Meg sonreía dulcemente, a pesar de su barba y cejas grises.
—Tía March ha tenido un detalle y nos ha mandado la cena —exclamó Jo con súbita inspiración.
—No habéis acertado ninguna. Ha sido el señor Laurence el que envió todo esto —replicó la señora March.
—¡El abuelo de Laurie! —exclamó Meg—. ¿Cómo se le ha ocurrido semejante idea? Si no lo conocemos...
—Pues el caso es que Hannah contó a una de las criadas vuestra visita de esta mañana, y ese señor se enteró y le agradó vuestro gesto. Conoció a mi padre años atrás y esta tarde recibí una tarjeta suya, diciéndome que esperaba le permitiese expresar su simpatía hacia mis hijas enviando unas pequeñeces para festejar el día. No pude rehusar, y aquí tenéis una buena cena para compensaros por el desayuno frugal de esta mañana.
—Fue el chico el que le metió la idea al abuelo; lo sé. Es muy simpático y me gustaría conocerle. Creo que a él también le gustaría, pero es un poco tímido, y Meg no me deja decirle nada cuando lo vemos —dijo Jo, mientras empezaban a circular los platos y a desaparecer el helado entre un coro de alegres exclamaciones.

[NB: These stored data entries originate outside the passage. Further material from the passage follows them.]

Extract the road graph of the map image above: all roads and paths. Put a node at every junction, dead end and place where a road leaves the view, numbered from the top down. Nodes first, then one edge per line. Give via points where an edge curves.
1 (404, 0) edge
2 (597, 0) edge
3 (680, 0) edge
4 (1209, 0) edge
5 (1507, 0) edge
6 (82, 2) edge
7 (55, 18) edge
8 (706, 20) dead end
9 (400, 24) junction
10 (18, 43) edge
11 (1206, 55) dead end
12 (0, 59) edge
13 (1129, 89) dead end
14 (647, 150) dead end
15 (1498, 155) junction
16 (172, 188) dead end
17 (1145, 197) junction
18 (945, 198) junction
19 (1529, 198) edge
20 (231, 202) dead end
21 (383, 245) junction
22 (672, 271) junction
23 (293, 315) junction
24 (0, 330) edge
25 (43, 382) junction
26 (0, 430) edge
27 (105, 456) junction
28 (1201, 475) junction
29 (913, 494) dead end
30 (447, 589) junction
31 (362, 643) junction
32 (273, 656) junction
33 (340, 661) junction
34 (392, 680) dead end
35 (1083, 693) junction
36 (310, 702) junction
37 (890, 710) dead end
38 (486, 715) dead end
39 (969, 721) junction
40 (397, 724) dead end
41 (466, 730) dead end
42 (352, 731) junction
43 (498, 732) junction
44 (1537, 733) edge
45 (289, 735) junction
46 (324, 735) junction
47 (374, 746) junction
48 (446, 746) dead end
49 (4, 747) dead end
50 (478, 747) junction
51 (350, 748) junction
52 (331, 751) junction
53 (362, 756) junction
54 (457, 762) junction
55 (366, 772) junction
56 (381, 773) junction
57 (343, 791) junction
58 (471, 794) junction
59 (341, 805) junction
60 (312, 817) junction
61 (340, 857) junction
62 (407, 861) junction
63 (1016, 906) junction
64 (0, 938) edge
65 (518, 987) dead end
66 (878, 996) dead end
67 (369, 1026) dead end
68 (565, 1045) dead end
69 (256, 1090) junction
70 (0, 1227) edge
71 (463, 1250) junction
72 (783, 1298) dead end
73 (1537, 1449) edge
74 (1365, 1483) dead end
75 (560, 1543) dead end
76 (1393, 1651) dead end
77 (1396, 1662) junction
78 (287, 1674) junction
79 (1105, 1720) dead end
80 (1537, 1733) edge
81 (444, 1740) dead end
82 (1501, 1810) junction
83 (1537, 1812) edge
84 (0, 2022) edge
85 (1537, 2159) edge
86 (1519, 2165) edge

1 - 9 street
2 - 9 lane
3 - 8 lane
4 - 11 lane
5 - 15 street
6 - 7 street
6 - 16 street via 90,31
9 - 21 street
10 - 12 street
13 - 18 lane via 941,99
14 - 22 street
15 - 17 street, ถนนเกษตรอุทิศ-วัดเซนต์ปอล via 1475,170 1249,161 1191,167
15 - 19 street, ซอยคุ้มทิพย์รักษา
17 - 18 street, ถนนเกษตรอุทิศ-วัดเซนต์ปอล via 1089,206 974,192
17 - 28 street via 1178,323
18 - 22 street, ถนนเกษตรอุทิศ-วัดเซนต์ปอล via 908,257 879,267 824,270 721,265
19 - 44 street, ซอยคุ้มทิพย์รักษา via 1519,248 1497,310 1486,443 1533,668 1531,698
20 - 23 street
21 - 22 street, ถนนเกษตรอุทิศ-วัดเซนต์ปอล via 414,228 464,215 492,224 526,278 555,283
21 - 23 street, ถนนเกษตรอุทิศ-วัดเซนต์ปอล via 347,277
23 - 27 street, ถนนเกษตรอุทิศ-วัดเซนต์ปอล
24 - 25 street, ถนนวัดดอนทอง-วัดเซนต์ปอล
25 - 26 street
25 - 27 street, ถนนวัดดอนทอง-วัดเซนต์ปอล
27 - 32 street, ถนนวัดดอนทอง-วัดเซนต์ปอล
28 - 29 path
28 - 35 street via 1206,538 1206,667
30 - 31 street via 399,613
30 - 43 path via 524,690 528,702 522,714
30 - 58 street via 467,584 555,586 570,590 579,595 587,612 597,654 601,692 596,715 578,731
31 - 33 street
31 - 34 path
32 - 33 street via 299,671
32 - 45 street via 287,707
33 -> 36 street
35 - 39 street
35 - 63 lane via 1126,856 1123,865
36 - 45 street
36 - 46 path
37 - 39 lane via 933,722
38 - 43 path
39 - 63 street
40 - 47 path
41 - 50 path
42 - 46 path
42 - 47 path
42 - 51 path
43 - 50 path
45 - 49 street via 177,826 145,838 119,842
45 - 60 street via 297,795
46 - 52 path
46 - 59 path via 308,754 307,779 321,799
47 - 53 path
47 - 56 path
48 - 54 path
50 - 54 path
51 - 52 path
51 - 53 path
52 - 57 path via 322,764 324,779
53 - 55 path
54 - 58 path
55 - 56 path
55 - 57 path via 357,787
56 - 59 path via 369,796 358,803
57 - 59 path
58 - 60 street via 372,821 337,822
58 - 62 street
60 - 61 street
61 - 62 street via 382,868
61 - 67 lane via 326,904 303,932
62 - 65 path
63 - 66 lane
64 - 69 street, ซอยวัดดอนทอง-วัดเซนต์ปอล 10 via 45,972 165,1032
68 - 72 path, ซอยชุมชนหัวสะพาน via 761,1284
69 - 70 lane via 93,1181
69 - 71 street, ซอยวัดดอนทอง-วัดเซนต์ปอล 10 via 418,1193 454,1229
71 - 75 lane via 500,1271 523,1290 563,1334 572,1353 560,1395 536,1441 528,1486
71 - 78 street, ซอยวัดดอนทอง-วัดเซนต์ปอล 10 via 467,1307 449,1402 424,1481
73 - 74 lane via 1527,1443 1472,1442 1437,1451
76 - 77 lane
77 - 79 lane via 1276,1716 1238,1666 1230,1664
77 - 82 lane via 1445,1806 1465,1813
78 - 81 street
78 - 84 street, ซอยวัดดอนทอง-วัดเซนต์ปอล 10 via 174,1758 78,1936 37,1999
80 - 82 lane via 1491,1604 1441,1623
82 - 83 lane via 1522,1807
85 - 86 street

—Habláis de la familia que vive en la casa grande de al lado, ¿verdad? —preguntó una de las invitadas—. Mi madre conoce al anciano pero dice que es muy orgulloso y que no quiere trato con los vecinos. A su nieto lo mantiene encerrado, cuando no sale a caballo o de paseo con su preceptor, y le obliga a estudiar mucho. Le invitamos a nuestra última fiesta pero no fue. Mamá dice que es muy amable, aunque nunca habla con las chicas.
—Una vez se nos escapó el gato, él nos lo trajo, y hablamos por encima de la verja, por cierto muy agradablemente de muchas cosas, cuando vio venir a Meg y en seguida se marchó. Me agradaría trabar amistad con él, porque estoy segura de que el pobre chico está aburrido y desea divertirse —dijo Jo decidida.
—Me agradan sus maneras y me parece muy educado y prudente —dijo la señora March—; así que no veo inconveniente en que le tratéis si se os presenta la ocasión. Fue él mismo quien trajo las flores y le hubiera invitado a entrar, de haber sabido que le admitiríais arriba. Me pareció que se marchaba con pena oyendo las risas y la algarabía que armabais; por lo visto, se siente muy solo.
—Afortunadamente no le hiciste subir, mamá —dijo Jo, riendo y mirando sus botas—. Otra vez haremos una función que pueda ver, y hasta quizá tome parte en ella. ¿No sería divertido?
—Nunca vi un ramo como este —dijo Meg, examinando con interés las flores—. ¡Qué bonito es!
—Son flores encantadoras, pero a mí me gustan más las rosas de mi Beth —dijo la señora March, aspirando el aroma de la que, casi marchita, llevaba en el pecho.
Beth apoyó la cabeza en el hombro de su madre y murmuró suavemente:
—¡Ojalá pudiera enviar un ramo a papá! ¡Me temo que no esté pasando una Navidad tan alegre como la nuestra!